Doctors put Beth’s symptoms down to the stress of living with a tumour. However, after a routine scan, Beth was called in to see her surgeon. “He was shaking like a leaf. He told me the tumour had grown.”
They would have to operate, but the hospital she was under had a zero-success rate with removing tumours from inside the brainstem. Beth had to seek out a referral to a different hospital herself, and she was placed under the care of Mr D’urso.
“Straight away he was incredibly kind. He was shocked that I’d had no help or relief and immediately put me on steroids. He told me the fluid was also growing and that my brainstem was being crushed.
“This was one of the most risky and serious surgeries to perform and there was a 20% chance I wouldn’t survive. My family was told that I might need to learn to walk and talk again but he was confident that he could save me and I would be okay. We all trusted him completely.”
In the days leading up to the surgery, Beth tried to conceal her feelings not to scare or upset her family even more. “Before surgery, I wrote everyone letters and planned my funeral just in case I didn’t make it. I just felt really bad for my family and my boyfriend. I cried, but for them not for me, because if I didn’t wake up I wouldn’t even know about it or have to deal with it.
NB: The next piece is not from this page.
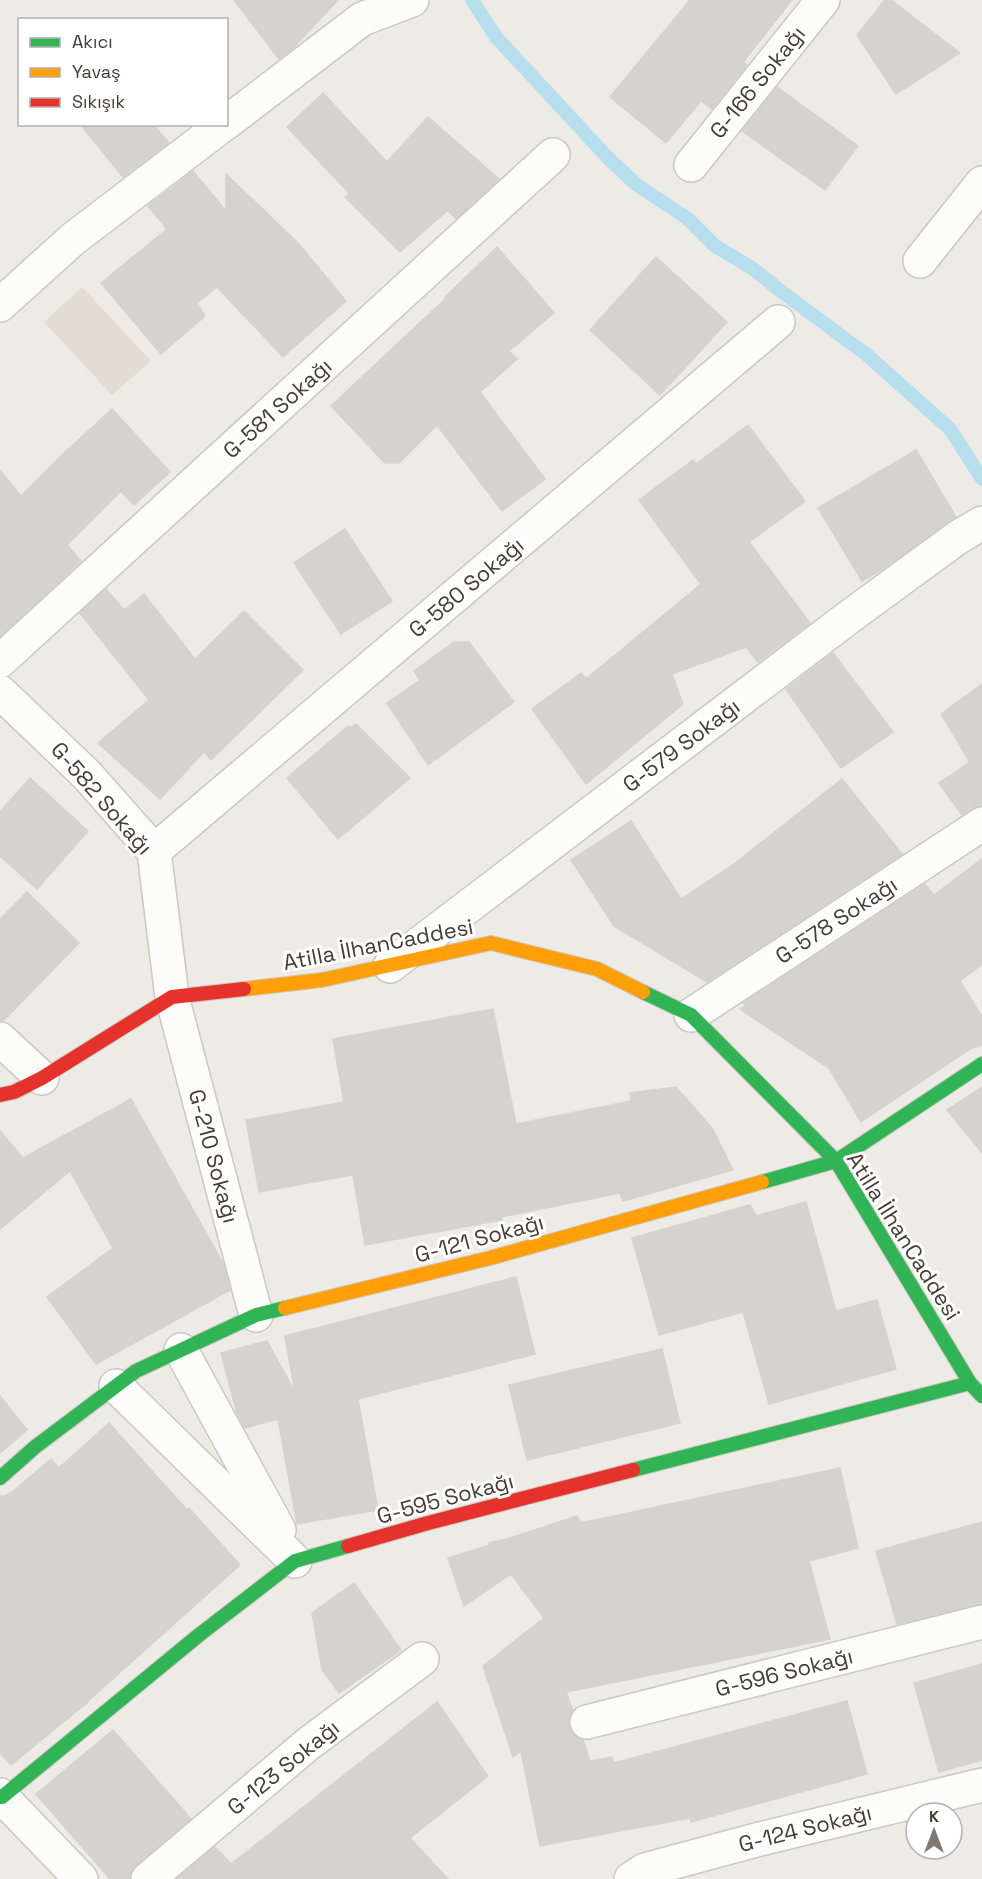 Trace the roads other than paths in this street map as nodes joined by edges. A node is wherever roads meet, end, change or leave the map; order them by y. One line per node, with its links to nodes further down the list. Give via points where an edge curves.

“I woke about nine hours later in the recovery room after an eight-hour surgery. I remember a lovely nurse stroking my hair and the first thing I did was think of Beatrix in Kill Bill saying, ‘wiggle your big toe’, and what a relief it was to know I could move my legs! My surgeon came to see me and he had tears in his eyes. He said he couldn’t believe how alert I was – he was so happy to hear me talk.
They tested my movement and I couldn’t move or feel much of my right arm or hand but I didn’t care because I was alive. It took about nine months for me to regain more feeling and strength.
The surgery also provided Beth with another diagnosis after the surgeon found a growth inside her pituitary gland, adding endometriosis to the list of conditions Beth is learning to live with.
“My advice to others is always trust your gut – you know your body better than anyone.”
“Day to day is different. Some days I feel great. But other days I’m in so much pain again that I’m in bed all day, but if I’m not doing great I just accept it. If I need to sleep, I sleep. I think it’s very important to listen to your body. It’s good to push yourself but just know your limit. If I’m doing something that I know will take a lot of energy then I will rest for a few days beforehand because I know it’s going to take it out of me and then I’ll be buggered for days after it too. But that’s okay.”
Since the surgery, Beth discovered a cyst in her right cheek which needed surgically removing and is still fighting for a diagnosis for pain and weakness on the right-hand side of her body.
“My advice to others is always trust your gut – you know your body better than anyone.”
Having overcome brain stem tumour surgery, Beth’s photo shoot with Donna is a celebration of her life and the start of the next phase of her journey as she trains to become a paramedic.
“I loved my photo shoot with Donna. My photo shoots have always made me feel empowered and strong. Before I got sick they used to mainly be a confidence boost as I was bullied so badly. But now I look at the images and think how bloody amazing it is that I have survived a brainstem tumour and I’m still here doing photo shoots!”